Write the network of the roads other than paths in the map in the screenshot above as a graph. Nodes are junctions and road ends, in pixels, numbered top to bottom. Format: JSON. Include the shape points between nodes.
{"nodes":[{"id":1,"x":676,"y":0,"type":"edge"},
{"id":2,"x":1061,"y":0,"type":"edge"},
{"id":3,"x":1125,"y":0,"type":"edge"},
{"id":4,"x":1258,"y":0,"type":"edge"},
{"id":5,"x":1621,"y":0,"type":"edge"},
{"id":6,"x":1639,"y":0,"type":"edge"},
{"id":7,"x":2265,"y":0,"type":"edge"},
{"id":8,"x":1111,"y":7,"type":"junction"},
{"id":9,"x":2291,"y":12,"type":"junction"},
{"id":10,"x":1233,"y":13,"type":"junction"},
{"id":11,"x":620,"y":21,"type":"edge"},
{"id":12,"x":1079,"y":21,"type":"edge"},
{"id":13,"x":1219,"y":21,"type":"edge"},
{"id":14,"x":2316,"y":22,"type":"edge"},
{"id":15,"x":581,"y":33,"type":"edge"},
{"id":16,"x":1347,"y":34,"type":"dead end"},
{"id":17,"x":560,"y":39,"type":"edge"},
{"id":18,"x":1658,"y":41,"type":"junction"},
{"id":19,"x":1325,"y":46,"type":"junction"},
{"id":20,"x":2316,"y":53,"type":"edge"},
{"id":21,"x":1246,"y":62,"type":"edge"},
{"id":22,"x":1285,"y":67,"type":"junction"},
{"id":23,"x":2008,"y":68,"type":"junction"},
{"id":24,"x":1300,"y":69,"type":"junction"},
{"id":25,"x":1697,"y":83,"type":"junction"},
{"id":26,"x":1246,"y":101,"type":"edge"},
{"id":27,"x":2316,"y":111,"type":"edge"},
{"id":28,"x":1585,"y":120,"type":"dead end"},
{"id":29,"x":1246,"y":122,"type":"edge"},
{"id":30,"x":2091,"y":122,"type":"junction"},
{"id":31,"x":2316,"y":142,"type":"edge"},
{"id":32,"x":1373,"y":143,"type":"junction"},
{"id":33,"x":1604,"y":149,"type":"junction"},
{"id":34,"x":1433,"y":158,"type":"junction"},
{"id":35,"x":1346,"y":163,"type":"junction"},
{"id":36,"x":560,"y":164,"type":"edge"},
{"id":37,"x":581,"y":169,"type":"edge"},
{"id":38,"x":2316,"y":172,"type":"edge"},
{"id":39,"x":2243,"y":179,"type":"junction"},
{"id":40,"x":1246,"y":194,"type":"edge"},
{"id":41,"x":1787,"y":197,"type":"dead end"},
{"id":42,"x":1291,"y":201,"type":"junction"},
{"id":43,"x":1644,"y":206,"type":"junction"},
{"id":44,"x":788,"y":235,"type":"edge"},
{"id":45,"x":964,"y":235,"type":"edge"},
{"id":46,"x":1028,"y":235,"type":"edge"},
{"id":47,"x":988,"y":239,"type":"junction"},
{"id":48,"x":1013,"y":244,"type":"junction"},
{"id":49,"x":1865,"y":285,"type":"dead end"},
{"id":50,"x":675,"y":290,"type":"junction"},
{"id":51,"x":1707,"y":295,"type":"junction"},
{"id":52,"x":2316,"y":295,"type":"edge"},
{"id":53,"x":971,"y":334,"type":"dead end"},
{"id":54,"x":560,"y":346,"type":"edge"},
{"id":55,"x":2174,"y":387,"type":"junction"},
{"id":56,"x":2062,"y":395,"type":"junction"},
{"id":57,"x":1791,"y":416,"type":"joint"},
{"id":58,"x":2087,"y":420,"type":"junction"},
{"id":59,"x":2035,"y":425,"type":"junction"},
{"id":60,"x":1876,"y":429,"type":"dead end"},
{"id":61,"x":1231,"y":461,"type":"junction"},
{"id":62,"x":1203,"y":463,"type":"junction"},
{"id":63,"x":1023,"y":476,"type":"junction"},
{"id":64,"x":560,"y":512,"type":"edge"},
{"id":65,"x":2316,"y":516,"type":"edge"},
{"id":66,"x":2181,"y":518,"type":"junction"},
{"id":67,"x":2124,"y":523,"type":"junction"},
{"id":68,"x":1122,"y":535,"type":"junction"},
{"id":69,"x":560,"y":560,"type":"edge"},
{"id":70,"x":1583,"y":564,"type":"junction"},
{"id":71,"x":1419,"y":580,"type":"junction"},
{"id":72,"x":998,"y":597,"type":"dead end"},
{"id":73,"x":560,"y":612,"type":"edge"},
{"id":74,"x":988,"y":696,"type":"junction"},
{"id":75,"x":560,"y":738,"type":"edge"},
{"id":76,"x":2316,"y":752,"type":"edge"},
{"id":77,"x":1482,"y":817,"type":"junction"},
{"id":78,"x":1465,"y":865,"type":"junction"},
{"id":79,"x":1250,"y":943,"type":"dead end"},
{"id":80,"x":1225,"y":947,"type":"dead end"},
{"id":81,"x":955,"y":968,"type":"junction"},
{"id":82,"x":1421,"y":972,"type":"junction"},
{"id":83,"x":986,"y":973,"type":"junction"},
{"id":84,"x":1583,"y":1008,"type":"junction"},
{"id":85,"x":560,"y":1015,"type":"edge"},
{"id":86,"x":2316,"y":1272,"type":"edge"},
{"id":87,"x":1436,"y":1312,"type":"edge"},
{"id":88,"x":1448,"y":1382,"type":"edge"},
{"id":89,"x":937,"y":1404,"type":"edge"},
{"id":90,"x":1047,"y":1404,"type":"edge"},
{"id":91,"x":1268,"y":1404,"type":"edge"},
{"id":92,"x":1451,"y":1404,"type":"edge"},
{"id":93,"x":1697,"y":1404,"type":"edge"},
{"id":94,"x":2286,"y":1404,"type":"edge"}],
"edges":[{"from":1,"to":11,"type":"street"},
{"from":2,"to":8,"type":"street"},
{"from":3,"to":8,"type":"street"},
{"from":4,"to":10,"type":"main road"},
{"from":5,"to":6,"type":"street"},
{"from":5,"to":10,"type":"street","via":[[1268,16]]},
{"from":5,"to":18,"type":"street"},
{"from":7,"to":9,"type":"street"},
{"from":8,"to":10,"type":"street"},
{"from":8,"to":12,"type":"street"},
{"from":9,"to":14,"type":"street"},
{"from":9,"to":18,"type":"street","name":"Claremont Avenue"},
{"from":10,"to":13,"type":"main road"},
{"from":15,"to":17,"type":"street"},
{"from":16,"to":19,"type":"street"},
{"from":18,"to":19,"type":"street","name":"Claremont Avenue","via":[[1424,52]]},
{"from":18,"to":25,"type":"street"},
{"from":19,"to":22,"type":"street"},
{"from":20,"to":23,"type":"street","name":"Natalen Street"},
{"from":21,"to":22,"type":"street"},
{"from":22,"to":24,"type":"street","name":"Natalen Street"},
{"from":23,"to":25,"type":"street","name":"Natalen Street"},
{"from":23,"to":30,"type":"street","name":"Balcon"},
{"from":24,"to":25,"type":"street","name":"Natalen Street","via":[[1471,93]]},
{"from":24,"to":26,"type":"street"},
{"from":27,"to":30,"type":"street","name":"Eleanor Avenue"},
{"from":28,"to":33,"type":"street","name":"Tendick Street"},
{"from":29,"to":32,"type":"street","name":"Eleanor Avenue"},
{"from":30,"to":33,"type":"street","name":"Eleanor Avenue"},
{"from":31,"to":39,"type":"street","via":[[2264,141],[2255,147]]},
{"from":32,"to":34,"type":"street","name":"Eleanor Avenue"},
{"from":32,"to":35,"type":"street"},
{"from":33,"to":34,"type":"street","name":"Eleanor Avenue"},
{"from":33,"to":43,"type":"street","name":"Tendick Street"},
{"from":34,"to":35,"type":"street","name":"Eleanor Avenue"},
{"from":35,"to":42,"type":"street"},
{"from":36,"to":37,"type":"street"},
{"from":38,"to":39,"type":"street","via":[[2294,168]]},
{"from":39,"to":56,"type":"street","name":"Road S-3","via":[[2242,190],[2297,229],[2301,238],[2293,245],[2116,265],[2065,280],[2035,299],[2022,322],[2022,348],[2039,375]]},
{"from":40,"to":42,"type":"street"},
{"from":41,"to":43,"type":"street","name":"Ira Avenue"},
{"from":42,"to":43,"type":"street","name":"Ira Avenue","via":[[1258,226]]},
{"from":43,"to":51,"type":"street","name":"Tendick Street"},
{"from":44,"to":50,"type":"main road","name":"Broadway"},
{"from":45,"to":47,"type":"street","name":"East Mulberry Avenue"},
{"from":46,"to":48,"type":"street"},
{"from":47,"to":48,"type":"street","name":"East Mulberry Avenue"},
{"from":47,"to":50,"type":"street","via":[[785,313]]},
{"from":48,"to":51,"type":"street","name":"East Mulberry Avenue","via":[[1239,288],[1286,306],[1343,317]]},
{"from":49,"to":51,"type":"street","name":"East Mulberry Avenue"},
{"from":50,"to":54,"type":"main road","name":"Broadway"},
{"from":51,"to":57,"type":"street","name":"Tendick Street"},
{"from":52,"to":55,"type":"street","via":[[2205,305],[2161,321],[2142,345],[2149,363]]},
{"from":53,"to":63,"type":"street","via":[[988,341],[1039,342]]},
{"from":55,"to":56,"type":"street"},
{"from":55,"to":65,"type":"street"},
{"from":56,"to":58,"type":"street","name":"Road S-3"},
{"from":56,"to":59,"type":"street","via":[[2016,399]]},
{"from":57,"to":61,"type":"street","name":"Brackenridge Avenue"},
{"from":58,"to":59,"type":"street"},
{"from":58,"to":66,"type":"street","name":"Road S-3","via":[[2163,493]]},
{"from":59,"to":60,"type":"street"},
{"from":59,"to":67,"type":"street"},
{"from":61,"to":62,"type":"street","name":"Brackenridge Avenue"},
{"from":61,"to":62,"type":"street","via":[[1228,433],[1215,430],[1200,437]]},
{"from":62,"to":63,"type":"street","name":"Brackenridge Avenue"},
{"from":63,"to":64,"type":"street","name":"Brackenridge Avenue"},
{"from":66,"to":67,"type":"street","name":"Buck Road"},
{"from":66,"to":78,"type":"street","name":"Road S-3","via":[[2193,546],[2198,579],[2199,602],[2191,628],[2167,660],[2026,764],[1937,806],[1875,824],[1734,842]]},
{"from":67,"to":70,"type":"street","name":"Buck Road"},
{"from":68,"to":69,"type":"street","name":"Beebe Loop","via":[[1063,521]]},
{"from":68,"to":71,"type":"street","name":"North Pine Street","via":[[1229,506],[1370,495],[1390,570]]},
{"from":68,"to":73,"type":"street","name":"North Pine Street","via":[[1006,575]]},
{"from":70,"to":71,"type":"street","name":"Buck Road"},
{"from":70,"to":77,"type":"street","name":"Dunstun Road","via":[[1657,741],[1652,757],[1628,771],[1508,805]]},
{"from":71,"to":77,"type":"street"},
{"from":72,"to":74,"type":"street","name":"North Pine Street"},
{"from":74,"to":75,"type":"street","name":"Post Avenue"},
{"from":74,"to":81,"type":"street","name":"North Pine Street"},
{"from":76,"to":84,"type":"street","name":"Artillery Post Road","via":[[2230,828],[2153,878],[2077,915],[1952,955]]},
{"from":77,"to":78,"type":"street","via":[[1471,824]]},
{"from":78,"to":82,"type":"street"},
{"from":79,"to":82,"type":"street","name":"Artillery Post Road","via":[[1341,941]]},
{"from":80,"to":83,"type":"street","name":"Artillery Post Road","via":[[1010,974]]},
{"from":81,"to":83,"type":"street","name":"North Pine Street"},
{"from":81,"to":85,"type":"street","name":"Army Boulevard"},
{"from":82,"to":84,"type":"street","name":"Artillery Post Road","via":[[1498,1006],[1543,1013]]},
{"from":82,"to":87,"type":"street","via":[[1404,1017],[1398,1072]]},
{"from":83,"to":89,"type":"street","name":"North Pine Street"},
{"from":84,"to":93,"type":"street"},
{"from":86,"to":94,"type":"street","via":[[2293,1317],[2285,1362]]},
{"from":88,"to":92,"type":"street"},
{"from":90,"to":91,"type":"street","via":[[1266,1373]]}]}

────────────────────────────────────────

EXERCISE:
The string "Broadway" appears on how many lines of the records? State the number alone.

RESPONSE TO THE EXERCISE:
2